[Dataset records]
:::

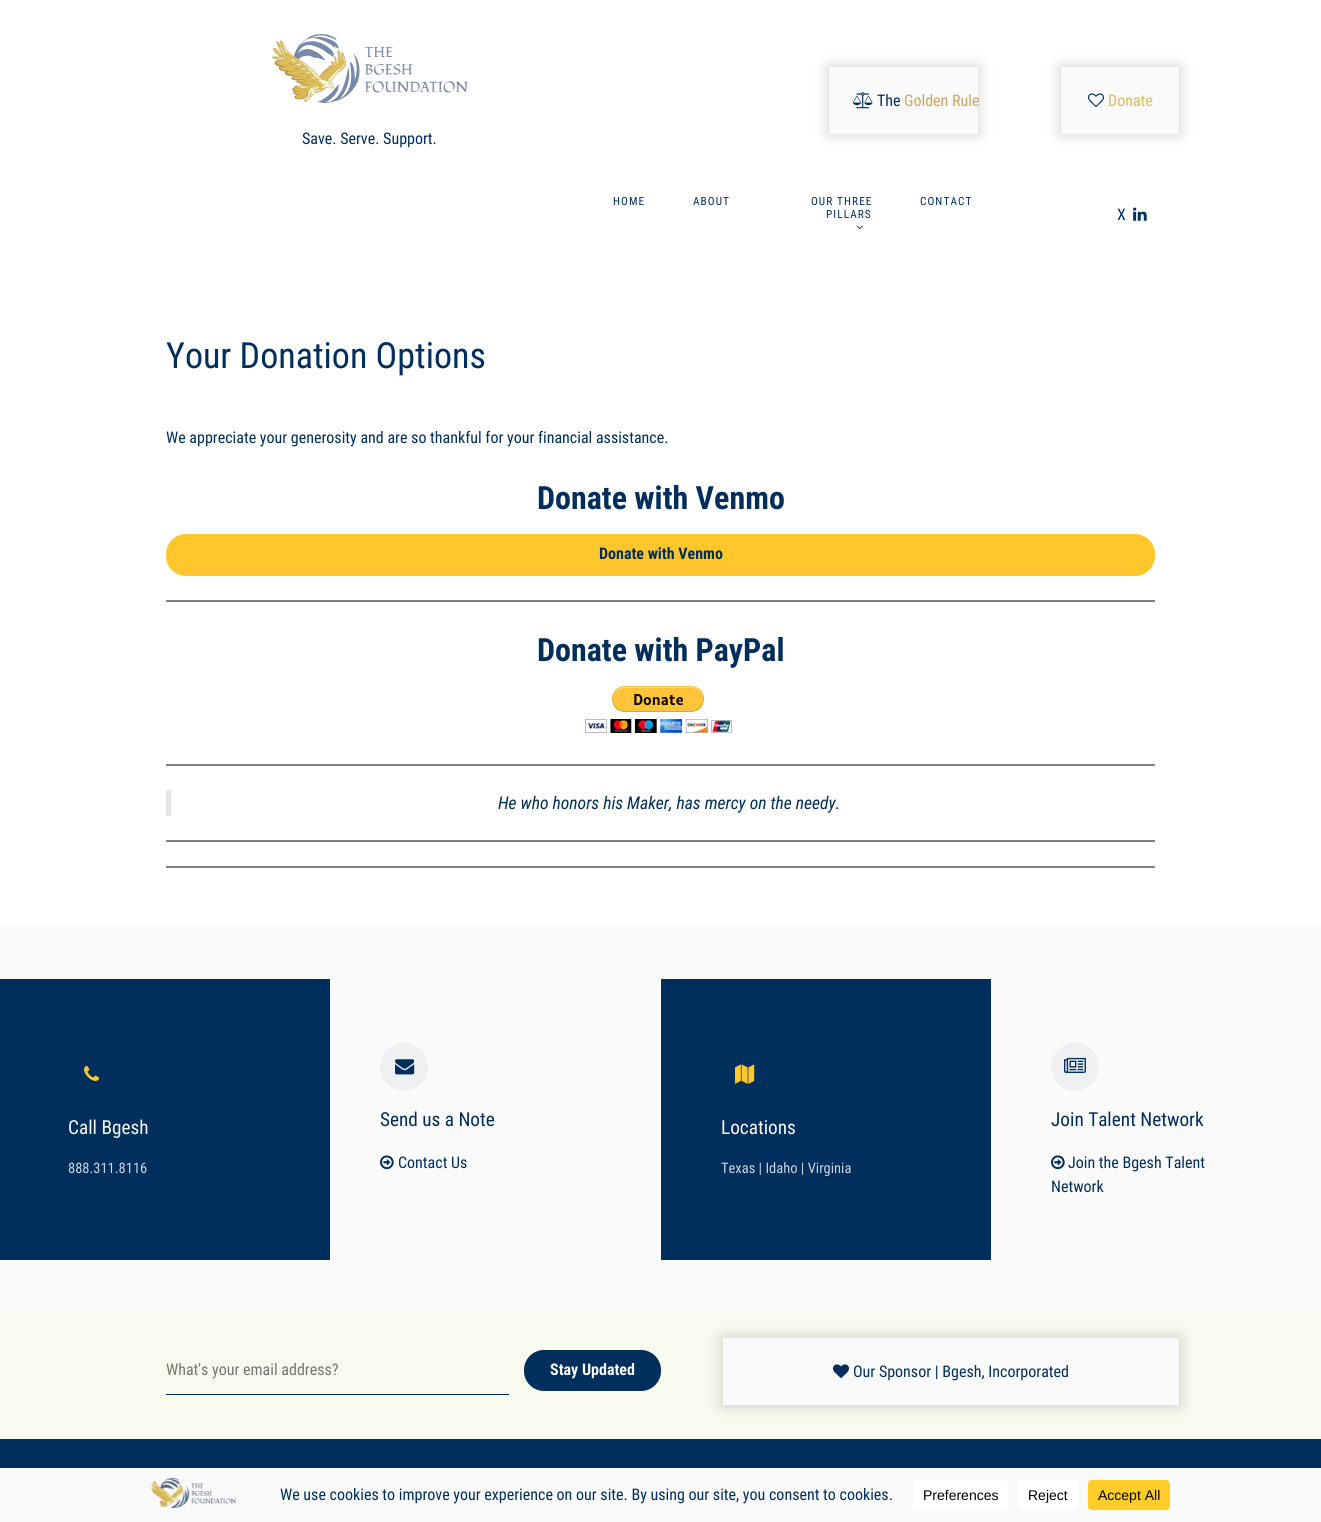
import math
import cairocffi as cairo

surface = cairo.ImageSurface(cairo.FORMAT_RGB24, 1321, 1522)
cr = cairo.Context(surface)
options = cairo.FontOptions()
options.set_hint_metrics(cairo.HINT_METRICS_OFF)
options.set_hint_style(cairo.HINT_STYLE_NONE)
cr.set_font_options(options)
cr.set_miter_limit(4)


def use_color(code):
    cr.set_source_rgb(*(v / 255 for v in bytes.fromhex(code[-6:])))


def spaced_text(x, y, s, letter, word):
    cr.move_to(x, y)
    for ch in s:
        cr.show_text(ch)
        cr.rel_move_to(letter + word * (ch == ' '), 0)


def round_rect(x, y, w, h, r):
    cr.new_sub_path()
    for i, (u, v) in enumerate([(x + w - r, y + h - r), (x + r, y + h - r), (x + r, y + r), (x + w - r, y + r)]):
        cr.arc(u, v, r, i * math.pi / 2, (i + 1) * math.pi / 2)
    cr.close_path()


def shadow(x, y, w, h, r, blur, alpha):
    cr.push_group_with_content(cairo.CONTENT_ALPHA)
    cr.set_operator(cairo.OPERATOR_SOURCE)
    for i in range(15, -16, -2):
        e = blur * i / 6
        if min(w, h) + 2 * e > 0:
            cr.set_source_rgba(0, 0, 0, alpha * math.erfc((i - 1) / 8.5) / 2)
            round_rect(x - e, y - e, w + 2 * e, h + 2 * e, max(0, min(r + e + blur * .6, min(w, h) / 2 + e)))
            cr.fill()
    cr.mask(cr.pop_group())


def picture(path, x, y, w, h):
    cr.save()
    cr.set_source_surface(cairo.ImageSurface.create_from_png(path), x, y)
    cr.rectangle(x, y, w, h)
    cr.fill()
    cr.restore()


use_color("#ffffff")
cr.paint()
use_color("#000000")
shadow(829, 67, 149, 67, 0, 7.5, 0.2)
use_color("#fafafa")
cr.rectangle(829, 67, 149, 67)
cr.fill()
picture("img1.png", 853, 92, 20, 17)
cr.select_font_face("Roboto Condensed")
cr.set_font_size(16)
use_color("#002e5d")
cr.move_to(877, 106)
cr.show_text("The")
use_color("#cca55a")
cr.move_to(904, 106)
cr.show_text("Golden Rule")
use_color("#000000")
shadow(1061, 67, 118, 67, 0, 7.5, 0.2)
use_color("#fafafa")
cr.rectangle(1061, 67, 118, 67)
cr.fill()
picture("img2.png", 1088, 93, 16, 15)
use_color("#dcbc58")
cr.move_to(1108, 106)
cr.show_text("Donate")
picture("img3.png", 272, 34, 196, 69)
use_color("#002e5d")
cr.move_to(302, 144)
cr.show_text("Save. Serve. Support.")
cr.set_font_size(11.25)
spaced_text(613, 205, "HOME", 1.1, 0)
spaced_text(693, 205, "ABOUT", 1.1, 0)
spaced_text(811, 205, "OUR THREE", 1.1, 0)
spaced_text(826, 218, "PILLARS", 1.1, 0)
picture("img4.png", 856, 225, 7, 5)
spaced_text(920, 205, "CONTACT", 1.1, 0)
cr.set_font_size(16)
cr.move_to(1117, 220)
cr.show_text("X")
picture("img5.png", 1133, 207, 14, 14)
cr.set_font_size(36)
cr.move_to(166, 368)
cr.show_text("Your Donation Options")
cr.set_font_size(16)
cr.move_to(166, 443)
cr.show_text("We appreciate your generosity and are so thankful for your financial assistance.")
cr.select_font_face("Roboto Condensed", cairo.FONT_SLANT_NORMAL, cairo.FONT_WEIGHT_BOLD)
cr.set_font_size(32)
cr.move_to(537, 509)
cr.show_text("Donate with Venmo")
use_color("#ffc72c")
round_rect(166, 534, 989, 42, 20)
cr.fill()
cr.set_font_size(16)
use_color("#002e5d")
cr.move_to(599, 559)
cr.show_text("Donate with Venmo")
use_color("#808080")
cr.rectangle(166, 600, 989, 2)
cr.fill()
cr.set_font_size(32)
use_color("#002e5d")
cr.move_to(537, 661)
cr.show_text("Donate with PayPal")
picture("img6.png", 585, 686, 147, 47)
use_color("#808080")
cr.rectangle(166, 764, 989, 2)
cr.fill()
use_color("#e6e6e6")
cr.rectangle(166, 790, 5, 26)
cr.fill()
cr.select_font_face("Roboto Condensed", cairo.FONT_SLANT_ITALIC)
cr.set_font_size(17.6)
use_color("#002e5d")
cr.move_to(498, 809)
cr.show_text("He who honors his Maker, has mercy on the needy.")
use_color("#808080")
cr.rectangle(166, 840, 989, 2)
cr.fill()
cr.rectangle(166, 866, 989, 2)
cr.fill()
use_color("#fafafa")
cr.rectangle(0, 926, 1321, 386)
cr.fill()
use_color("#002e5d")
cr.rectangle(0, 979, 330, 281)
cr.fill()
picture("img7.png", 84, 1065, 16, 16)
cr.select_font_face("Roboto Condensed")
cr.set_font_size(19.25)
use_color("#fafafa")
cr.move_to(68, 1134)
cr.show_text("Call Bgesh")
cr.set_font_size(14.5)
use_color("#ccd5df")
cr.move_to(68, 1173)
cr.show_text("888.311.8116")
use_color("#eef0f2")
cr.new_path()
cr.arc(404, 1067, 24, 0, 2 * math.pi)
cr.fill()
picture("img8.png", 395, 1059, 20, 16)
cr.set_font_size(19.25)
use_color("#002e5d")
cr.move_to(380, 1126)
cr.show_text("Send us a Note")
picture("img9.png", 380, 1155, 14, 15)
cr.set_font_size(16)
cr.move_to(398, 1168)
cr.show_text("Contact Us")
cr.rectangle(661, 979, 330, 281)
cr.fill()
picture("img10.png", 735, 1064, 20, 20)
cr.set_font_size(19.25)
use_color("#fafafa")
cr.move_to(721, 1134)
cr.show_text("Locations")
cr.set_font_size(14.5)
use_color("#ccd5df")
cr.move_to(721, 1173)
cr.show_text("Texas | Idaho | Virginia")
use_color("#eef0f2")
cr.new_path()
cr.arc(1075, 1067, 24, 0, 2 * math.pi)
cr.fill()
picture("img11.png", 1064, 1057, 22, 16)
cr.set_font_size(19.25)
use_color("#002e5d")
cr.move_to(1051, 1126)
cr.show_text("Join Talent Network")
picture("img9.png", 1051, 1155, 14, 15)
cr.set_font_size(16)
cr.move_to(1068, 1168)
cr.show_text("Join the Bgesh Talent")
cr.move_to(1051, 1192)
cr.show_text("Network")
use_color("#f9faee")
cr.rectangle(0, 1312, 1321, 127)
cr.fill()
use_color("#002e5d")
cr.rectangle(166, 1394, 343, 1)
cr.fill()
use_color("#757575")
cr.move_to(166, 1375)
cr.show_text("What's your email address?")
use_color("#002e5d")
round_rect(524, 1350, 137, 41, 20)
cr.fill()
cr.select_font_face("Roboto Condensed", cairo.FONT_SLANT_NORMAL, cairo.FONT_WEIGHT_BOLD)
use_color("#fafafa")
cr.move_to(550, 1375)
cr.show_text("Stay Updated")
use_color("#000000")
shadow(723, 1338, 456, 67, 0, 7.5, 0.2)
use_color("#fafafa")
cr.rectangle(723, 1338, 456, 67)
cr.fill()
picture("img12.png", 833, 1364, 16, 15)
cr.select_font_face("Roboto Condensed")
use_color("#002e5d")
cr.move_to(853, 1377)
cr.show_text("Our Sponsor | Bgesh, Incorporated")
cr.rectangle(0, 1439, 1321, 29)
cr.fill()
use_color("#fafafa")
cr.rectangle(0, 1468, 1321, 54)
cr.fill()
picture("img13.png", 150, 1478, 86, 30)
use_color("#002e5d")
cr.move_to(280, 1500)
cr.show_text("We use cookies to improve your experience on our site. By using our site, you consent to cookies.")
use_color("#ffffff")
round_rect(913, 1480, 95, 30, 4)
cr.fill()
cr.select_font_face("Liberation Sans")
cr.set_font_size(14)
use_color("#000000")
cr.move_to(923, 1500)
cr.show_text("Preferences")
use_color("#ffffff")
round_rect(1018, 1480, 60, 30, 4)
cr.fill()
use_color("#000000")
cr.move_to(1028, 1500)
cr.show_text("Reject")
use_color("#ffcd2a")
round_rect(1088, 1480, 82, 30, 4)
cr.fill()
use_color("#000000")
cr.move_to(1098, 1500)
cr.show_text("Accept All")
surface.write_to_png("result.png")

:::

- _WHAT YOU WILL DO_: What is needed is an exact copy of the lines from the start of the records through the line containing "cr.restore()", with no pictures.

- _EXERCISE RESULT_:
import math
import cairocffi as cairo

surface = cairo.ImageSurface(cairo.FORMAT_RGB24, 1321, 1522)
cr = cairo.Context(surface)
options = cairo.FontOptions()
options.set_hint_metrics(cairo.HINT_METRICS_OFF)
options.set_hint_style(cairo.HINT_STYLE_NONE)
cr.set_font_options(options)
cr.set_miter_limit(4)


def use_color(code):
    cr.set_source_rgb(*(v / 255 for v in bytes.fromhex(code[-6:])))


def spaced_text(x, y, s, letter, word):
    cr.move_to(x, y)
    for ch in s:
        cr.show_text(ch)
        cr.rel_move_to(letter + word * (ch == ' '), 0)


def round_rect(x, y, w, h, r):
    cr.new_sub_path()
    for i, (u, v) in enumerate([(x + w - r, y + h - r), (x + r, y + h - r), (x + r, y + r), (x + w - r, y + r)]):
        cr.arc(u, v, r, i * math.pi / 2, (i + 1) * math.pi / 2)
    cr.close_path()


def shadow(x, y, w, h, r, blur, alpha):
    cr.push_group_with_content(cairo.CONTENT_ALPHA)
    cr.set_operator(cairo.OPERATOR_SOURCE)
    for i in range(15, -16, -2):
        e = blur * i / 6
        if min(w, h) + 2 * e > 0:
            cr.set_source_rgba(0, 0, 0, alpha * math.erfc((i - 1) / 8.5) / 2)
            round_rect(x - e, y - e, w + 2 * e, h + 2 * e, max(0, min(r + e + blur * .6, min(w, h) / 2 + e)))
            cr.fill()
    cr.mask(cr.pop_group())


def picture(path, x, y, w, h):
    cr.save()
    cr.set_source_surface(cairo.ImageSurface.create_from_png(path), x, y)
    cr.rectangle(x, y, w, h)
    cr.fill()
    cr.restore()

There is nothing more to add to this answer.